Look through the data below and work out how many lines hold "rows"; state only the number.

#### Supplied material ####

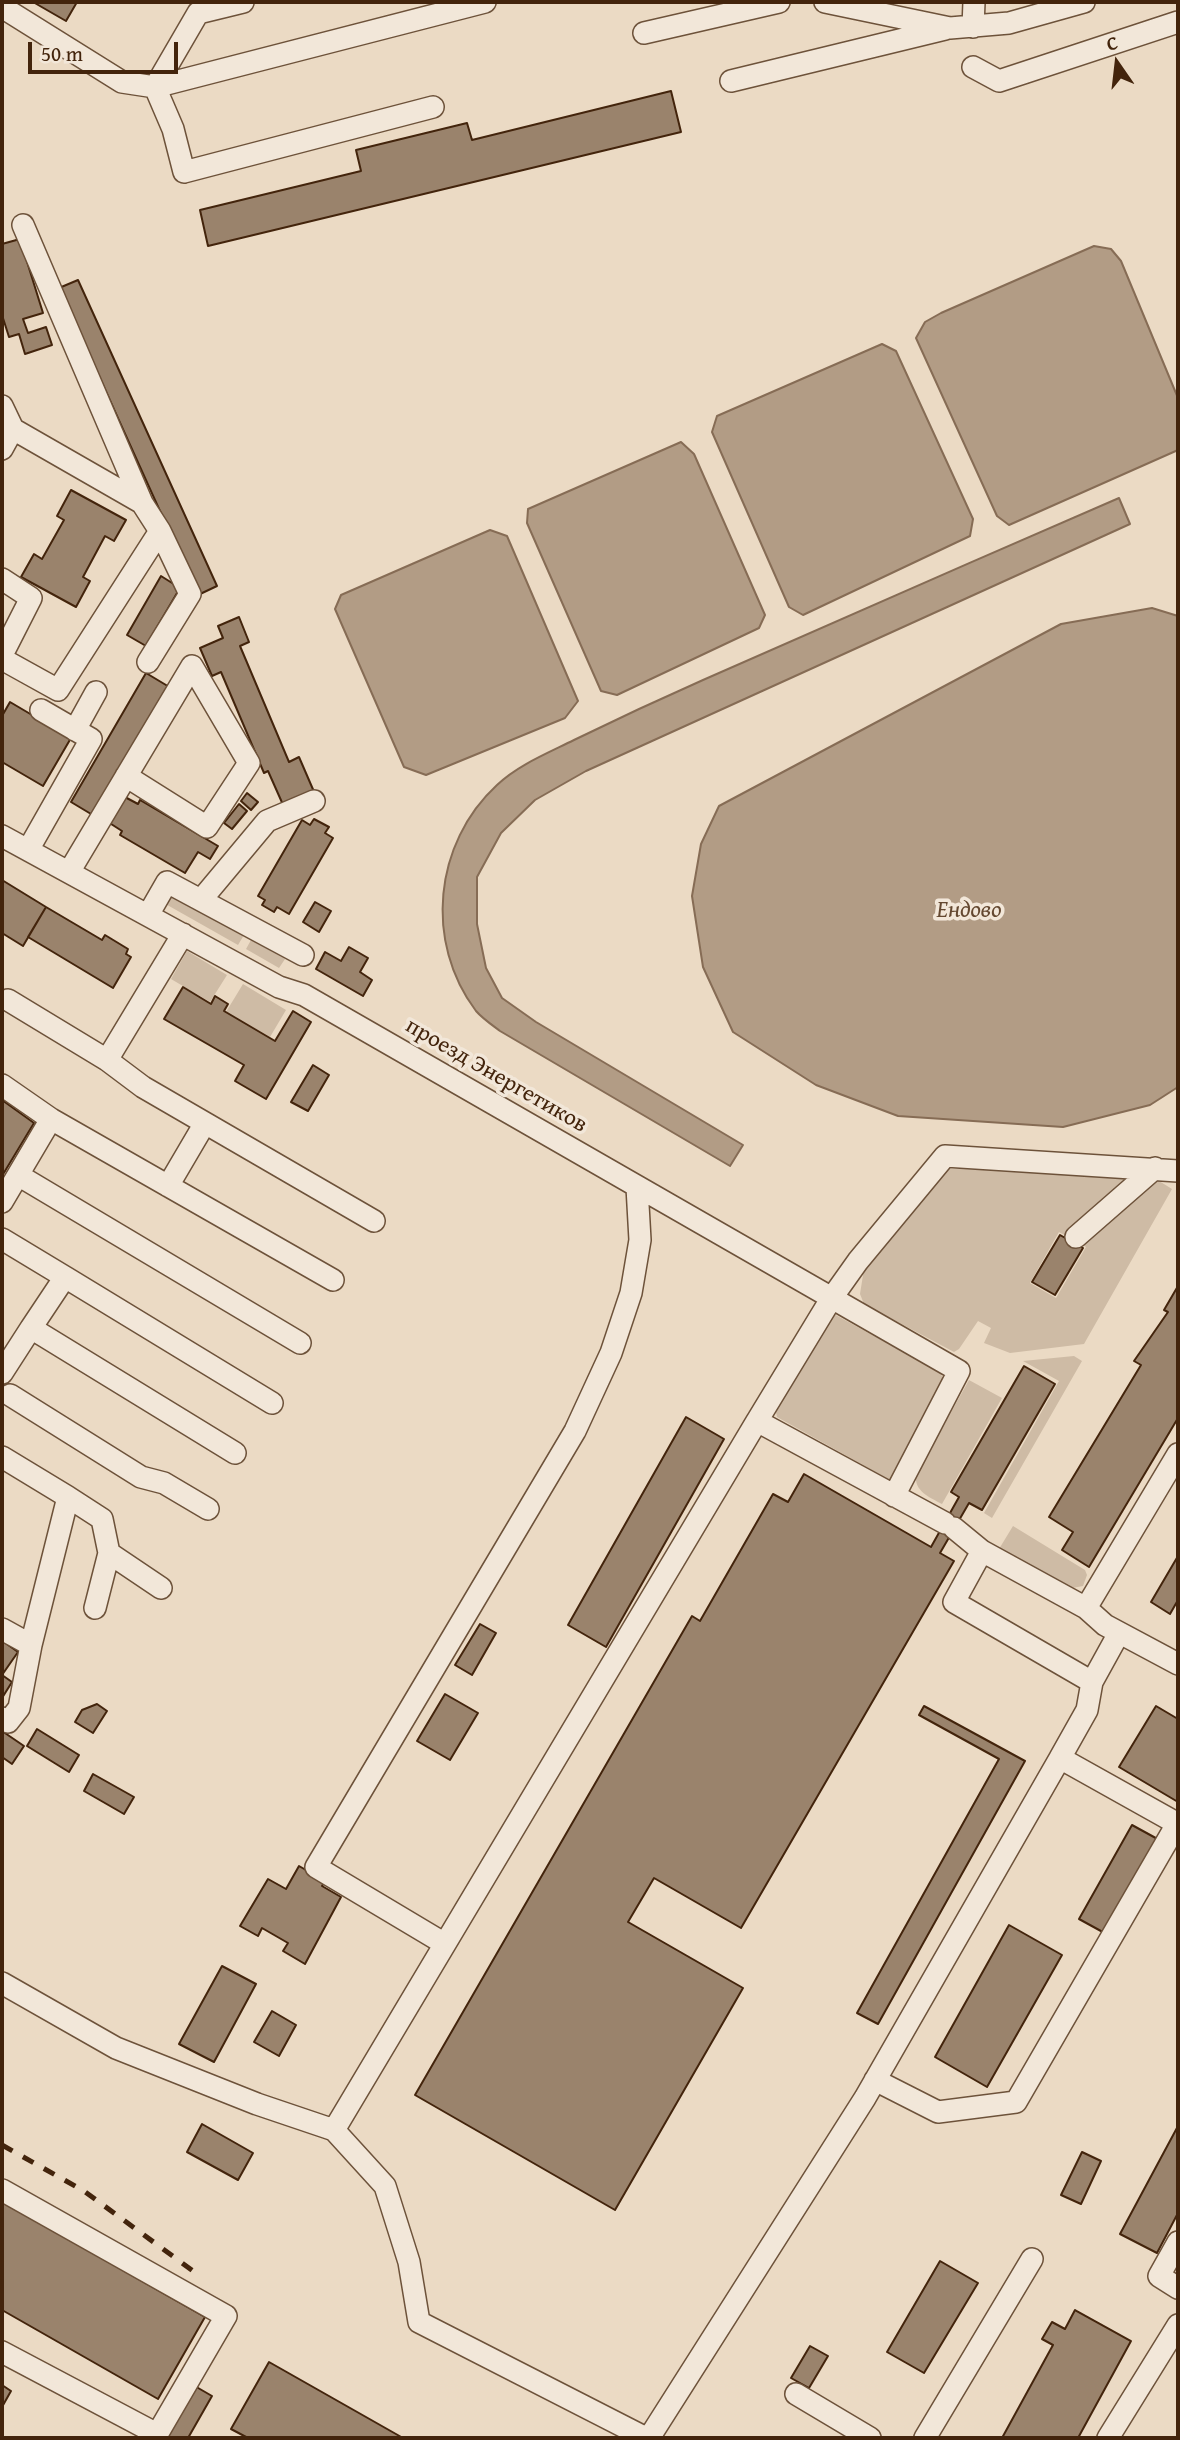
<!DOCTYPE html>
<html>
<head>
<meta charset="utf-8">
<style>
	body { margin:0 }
	#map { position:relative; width:1180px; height:2440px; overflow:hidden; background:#ebdac4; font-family:"Gentium Book Plus",serif }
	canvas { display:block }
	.frame { position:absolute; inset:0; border:4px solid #43240c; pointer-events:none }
	.north { position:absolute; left:1082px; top:28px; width:70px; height:70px; -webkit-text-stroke:5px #f2e7d9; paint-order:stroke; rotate:346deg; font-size:19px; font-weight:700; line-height:28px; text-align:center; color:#43240c }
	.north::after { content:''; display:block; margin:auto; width:24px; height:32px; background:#43240c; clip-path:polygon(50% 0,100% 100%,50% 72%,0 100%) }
	.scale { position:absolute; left:28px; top:42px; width:150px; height:32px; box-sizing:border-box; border:4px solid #43240c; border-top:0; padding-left:9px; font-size:21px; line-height:24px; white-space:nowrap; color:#43240c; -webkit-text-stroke:5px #f2e7d9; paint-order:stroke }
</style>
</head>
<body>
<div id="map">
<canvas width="1180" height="2440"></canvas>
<div class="frame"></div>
<div class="north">С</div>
<div class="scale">50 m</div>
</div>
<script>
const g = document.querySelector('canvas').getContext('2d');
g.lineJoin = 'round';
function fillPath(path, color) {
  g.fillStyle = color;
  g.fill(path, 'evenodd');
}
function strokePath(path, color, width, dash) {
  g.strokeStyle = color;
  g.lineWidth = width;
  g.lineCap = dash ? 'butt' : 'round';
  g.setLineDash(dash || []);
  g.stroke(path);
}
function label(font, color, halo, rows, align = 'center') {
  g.font = font + ' "Gentium Book Plus",serif';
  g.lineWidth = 7;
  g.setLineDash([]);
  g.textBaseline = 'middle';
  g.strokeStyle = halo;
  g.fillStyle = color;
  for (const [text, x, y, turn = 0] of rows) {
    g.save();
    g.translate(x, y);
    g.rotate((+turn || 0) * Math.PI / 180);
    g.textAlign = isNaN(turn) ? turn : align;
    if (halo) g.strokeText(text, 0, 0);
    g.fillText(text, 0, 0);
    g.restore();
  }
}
fillPath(new Path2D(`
	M167 892 244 935 238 945 162 902Z
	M251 940 285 959 279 968 246 949Z
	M187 951 227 975 210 1002 171 979Z
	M243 984 286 1010 270 1037 226 1012Z
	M943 1169 1139 1170 1070 1238 1059 1232 1030 1283 1056 1298 1086 1247 1077 1241 1151 1176 1172 1189 1084 1344 1010 1353 984 1343 991 1328 978 1321 959 1349 954 1352 864 1304 860 1294 864 1269Z
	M832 1313 938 1371 942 1376V1385L890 1480 777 1417 776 1412Z
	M1074 1356 1082 1361 992 1518 984 1513 1059 1381 1023 1361Z
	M969 1380 1002 1398 942 1504C929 1497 914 1491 916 1475Z
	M1013 1526 1085 1570 1087 1575 1083 1586 1067 1589 999 1549Z`), '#cebba5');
const water = new Path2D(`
	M1094 246 1111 249 1121 261 1178 398V450L1009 525 997 516 916 338 925 322 941 313Z
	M882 344 896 351 973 519 970 536 803 615 789 607 712 432 717 416Z
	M681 442 694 454 765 615 759 628 617 695 601 691 527 523 528 509Z
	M1119 498 1130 524 586 771 535 800 501 833 477 877V924L486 968 502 998 536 1022 743 1145 730 1166 500 1031C492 1025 482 1018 476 1011 424 942 434 843 497 785 518 765 548 753 574 740 617 719 660 699 703 680 842 619 980 558 1119 498Z
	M490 530 507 536 578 701 565 718 426 775 404 767 335 609 341 595Z
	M1152 608 1178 616V1087L1150 1105 1063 1127 898 1116 816 1085 733 1032 703 967 692 896 701 844 719 806 1061 624Z`);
fillPath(water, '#b29c85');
strokePath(water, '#866c55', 2);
const building = new Path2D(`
	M33 2H77L66 21Z
	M671 91 681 132 208 246 200 210 361 171 356 150 467 123 472 140Z
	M20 239 43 313 23 319 28 333 46 327 52 345 25 354 19 334 9 337 2 315V244Z
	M78 280 217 586 198 595 59 288Z
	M71 490 126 520 114 541 105 536 83 577 90 581 76 607 21 577 34 554 42 559 64 520 57 516Z
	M161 576 180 588 146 646 127 635Z
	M239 617 249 642 240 646 289 762 299 757 315 794 284 807 268 771 264 773 221 672 212 676 200 648 223 638 218 626Z
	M146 673 171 688 96 817 71 802Z
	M10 702 71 738 43 786 2 762V716Z
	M247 793 258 802 251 810 241 801Z
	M123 796 138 804 140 800 218 846 210 859 198 852 185 873 120 835 122 831 108 822Z
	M239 804 247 811 232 829 224 823Z
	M314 819 329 827 325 833 333 838 289 914 277 907 274 912 262 905 265 900 258 896 302 820 310 825Z
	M2 880 46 907 23 946 2 933Z
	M315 902 331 911 319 932 303 922Z
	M46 907 102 940 105 935 128 949 126 954 131 957 113 988 28 937Z
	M349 947 368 958 360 972 372 980 363 996 316 969 325 952 341 961Z
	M183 987 211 1004 215 996 228 1004 224 1011 275 1041 293 1011 311 1022 266 1099 235 1081 244 1065 164 1019Z
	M313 1065 329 1075 308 1111 291 1102Z
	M2 1100 34 1123 2 1176Z
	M1060 1235 1083 1248 1055 1295 1032 1282Z
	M1178 1286V1418L1089 1567 1062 1550 1073 1532 1049 1517 1141 1365 1134 1361 1168 1312 1164 1310Z
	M1024 1366 1055 1384 982 1510 969 1503 940 1553 954 1561 741 1928 654 1878 628 1922 743 1988 615 2210 415 2095 692 1616 700 1621 773 1494 788 1502 804 1474 931 1547 959 1497 951 1492Z
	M686 1417 724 1439 606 1647 568 1625Z
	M1178 1556V1600L1170 1614 1151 1602Z
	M480 1624 496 1633 472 1675 455 1665Z
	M4 1642 18 1652 2 1675 12 1682 2 1698V1646Z
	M445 1694 478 1713 450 1760 417 1741Z
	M97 1704 107 1711 93 1733 75 1722 82 1710Z
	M924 1706 1025 1761 878 2024 857 2013 999 1759 919 1715Z
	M1156 1706 1178 1719V1802L1119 1767Z
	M37 1729 79 1755 69 1772 27 1746Z
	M2 1731 24 1746 12 1764 2 1757Z
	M93 1774 134 1797 124 1814 84 1791Z
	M1132 1825 1163 1842 1110 1936 1079 1919Z
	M299 1866 325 1881 322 1886 341 1897 305 1964 283 1951 288 1943 262 1928 258 1936 240 1926 268 1879 286 1889Z
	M1009 1925 1062 1955 987 2087 935 2057Z
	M222 1966 256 1984 214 2062 179 2044Z
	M272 2011 296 2025 279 2056 254 2042Z
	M202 2124 253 2153 238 2180 187 2152Z
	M1178 2126V2213L1157 2253 1120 2234Z
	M1082 2152 1101 2161 1081 2204 1061 2195Z
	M2 2201 205 2317 158 2399 2 2310Z
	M940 2261 978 2283 924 2373 887 2352Z
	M1075 2310 1131 2341 1078 2438H1002L1053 2345 1042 2339 1052 2322 1065 2329Z
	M810 2346 828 2356 809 2388 791 2378Z
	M269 2362 403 2438H248L231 2429Z
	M2 2385 11 2391 2 2407Z
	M193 2385 212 2396 188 2438H163Z`);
fillPath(building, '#9a836c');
strokePath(building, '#43240c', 2);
const minor = new Path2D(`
	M243 2 198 13 155 87 173 129 184 172 433 107
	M825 2 950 28 1009 23 1084 2
	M2 7 122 82 155 87 485 2
	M973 27 974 2
	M644 33 779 2
	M973 67 999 81 1178 22
	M731 81 945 29
	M23 225 142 503
	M2 406 13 429 2 449
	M2 579 31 598 2 655
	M2 659 58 690 160 531 142 503 13 429
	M148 662 190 594 160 531
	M75 730 96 692
	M2 836 279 987 304 995 959 1371 894 1496
	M28 850 91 739 41 710
	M69 872 192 666 249 763 207 827 126 776
	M201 900 267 821 314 801
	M148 915 167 882 303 955
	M8 1000 107 1060 183 934
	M107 1060 143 1087 374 1221
	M2 1085 51 1119 2 1202
	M51 1119 333 1280
	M18 1175 300 1343
	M168 1186 205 1123
	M1076 1237 1155 1168
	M2 1239 65 1277
	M31 1328 65 1277 272 1403
	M2 1373 31 1328 235 1453
	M10 1395 141 1477 164 1483 208 1509
	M2 1457 68 1497 31 1645
	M68 1497 102 1519 109 1553 95 1608
	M945 1523 757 1421 831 1299 858 1261 945 1156 1178 1171
	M954 1528 982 1551 954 1602 1092 1682 1087 1710 1060 1758 1178 1824
	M982 1551 1086 1608 1178 1454
	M109 1553 161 1588
	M1086 1608 1105 1625 1178 1664
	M2 1629 31 1645 19 1708 8 1722 2 1718
	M1092 1682 1119 1633
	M445 1944 316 1867 575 1431 611 1353 631 1293 640 1240 637 1187
	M2 1983 116 2048 257 2104 334 2130 385 2186 409 2262 419 2322 646 2438
	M875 2080 938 2112 1016 2102 1177 1824
	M334 2130 757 1421
	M2 2190 226 2316 155 2438
	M1178 2242 1159 2276 1178 2288
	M2 2352 157 2434
	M796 2394 870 2438
	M649 2438 865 2098 1060 1758
	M925 2438 1032 2259
	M1108 2438 1178 2325`);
strokePath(minor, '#6d523a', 24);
strokePath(minor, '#f2e7d9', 21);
strokePath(new Path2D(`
	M2 2145 84 2191 193 2271`), '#43240c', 5, [12, 12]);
label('23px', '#43240c', '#f2e7d9', [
	["проезд Энергетиков",496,1076,30]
]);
label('italic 24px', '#644830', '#f2e7d9', [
	["Ендово",969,911]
]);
</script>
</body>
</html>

####

Solved exercise: 2